The depletion of Proposition 56 revenues and the elimination of General Fund backfill has also impacted the CalMedForce program’s ability to support existing residency programs. The state ended the General Fund backfill during the 2024-25 budget cycle, and did not allocate investments in the May revision, so the total amount of program support dropped to $24.6 million As a result, many existing programs will have to absorb the cost of previously funded residency positions, putting additional financial strain on institutions and threatening the sustainability of training pipelines in underserved areas.

CAFP is actively advocating to preserve critical workforce funding that trains and sustains family physicians across the state.

Other Noteworthy Proposals

  • Additional Support for Adverse Childhood Experiences (ACEs) Provider Training – The budget includes an additional $2.9 million total funds ($1.46 million behavioral health services fund (BHSF ), and $1.46 million federal funds) in 2025-26 to support additional ACEs provider training.
  • Program of All-Inclusive Care of the Elderly (PACE) Organization Capitation Payments – Limit the payments for PACE providers to the midpoint of actuarial rate ranges, except for newly enrolled providers receiving enhanced rates for the first two years.
  • Skilled Nursing Facilities – Eliminate the Workforce and Quality Incentive Program (WQIP) and suspend the requirement to maintain a backup power system for no fewer than 96 hours
  • Utilization Management Efficiencies – Implement prior authorization requirements for hospice services, resulting in estimated General Fund savings of $25 million in 2025-26 and $50 million ongoing.

CAFP’s Response

The California Academy of Family Physicians (CAFP) is deeply concerned about the long-term consequences these proposed budget cuts will have on our most vulnerable patients. Family physicians are uniquely trained to provide comprehensive, whole person, and continuous care from birth through end-of-life, across generations and identities—including for patients regardless of immigration status, gender identity, or sexual orientation.

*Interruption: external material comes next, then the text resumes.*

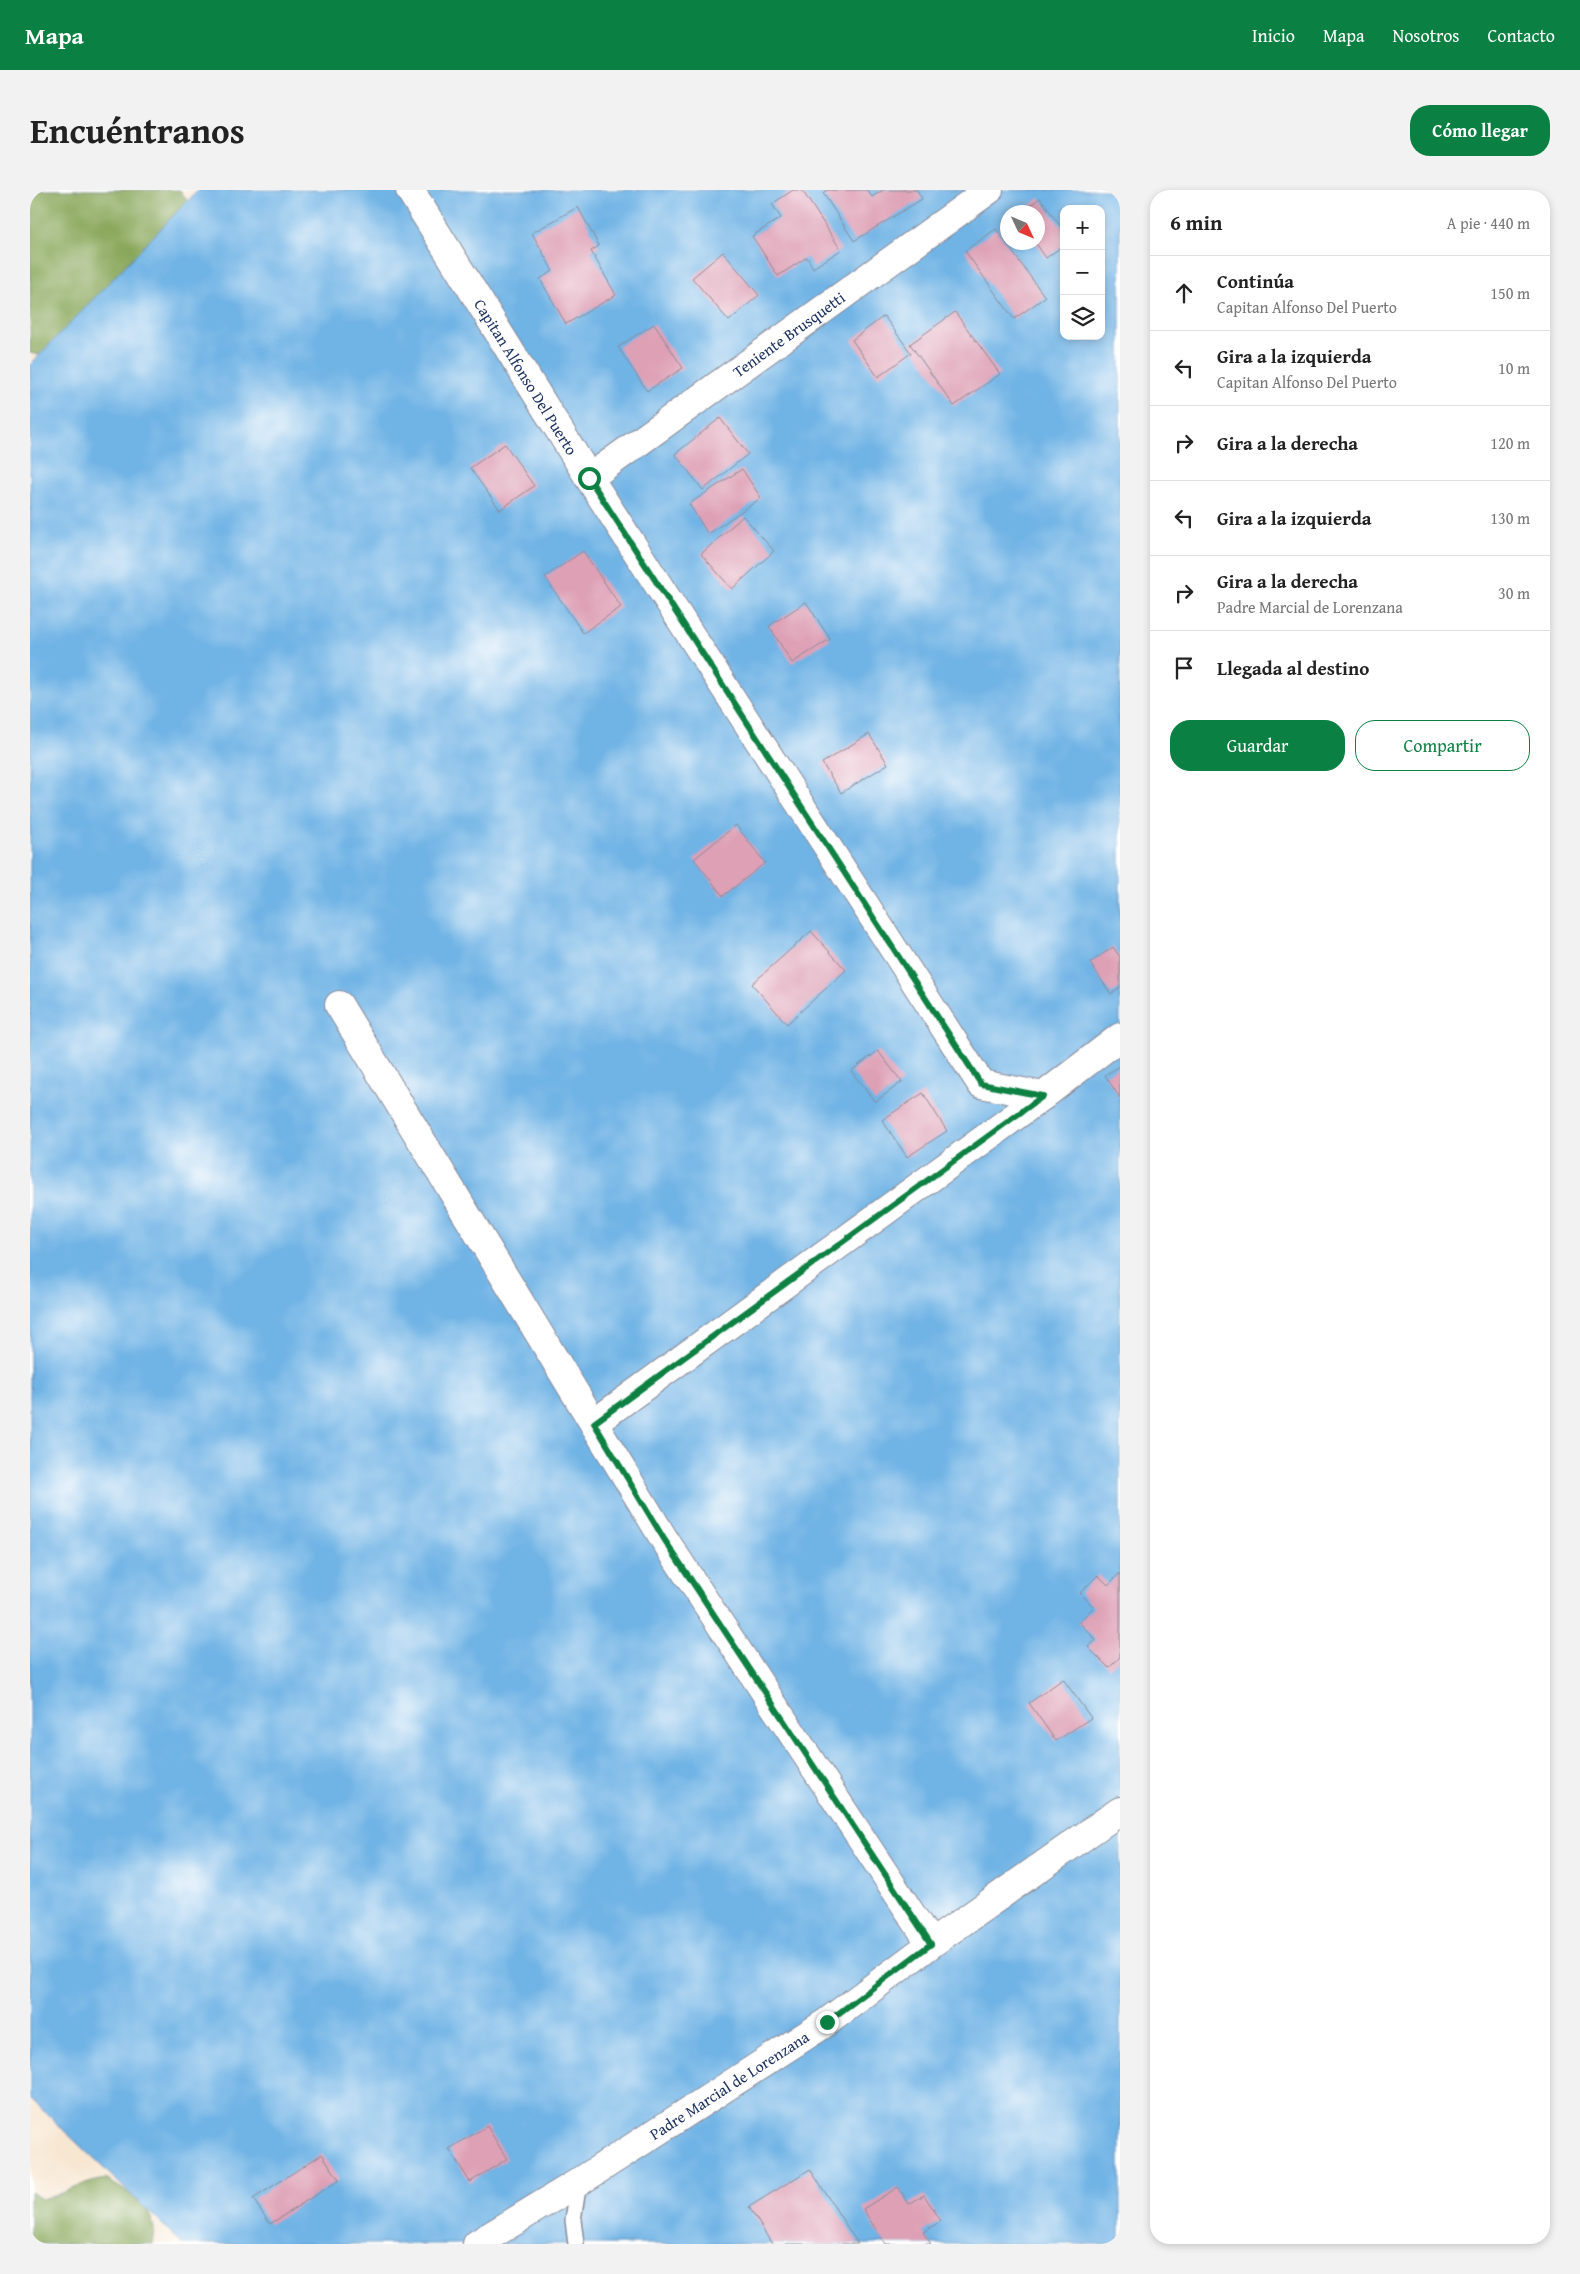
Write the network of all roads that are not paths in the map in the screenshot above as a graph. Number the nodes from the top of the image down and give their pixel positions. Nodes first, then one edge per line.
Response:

Cuts to Medi-Cal and other safety net programs threaten to destabilize access to care at a time when communities need it most. Reducing investments in primary and preventive care will not save money—it will shift costs downstream, leading to higher rates of emergency department use, worsened health outcomes, and greater financial strain on our health care system.

CAFP strongly supports access to health care for every Californian. We remain committed to preserving Medi-Cal coverage, maintaining fair and timely payments for clinicians, and protecting vital workforce development programs like Song-Brown and Proposition 56 that strengthen our primary care infrastructure.

Every individual deserves care delivered in an environment of respect, collaboration, and evidence-based practice. As such, we will continue to advocate fiercely for a health system that supports the dignity and health of all people, especially those historically marginalized.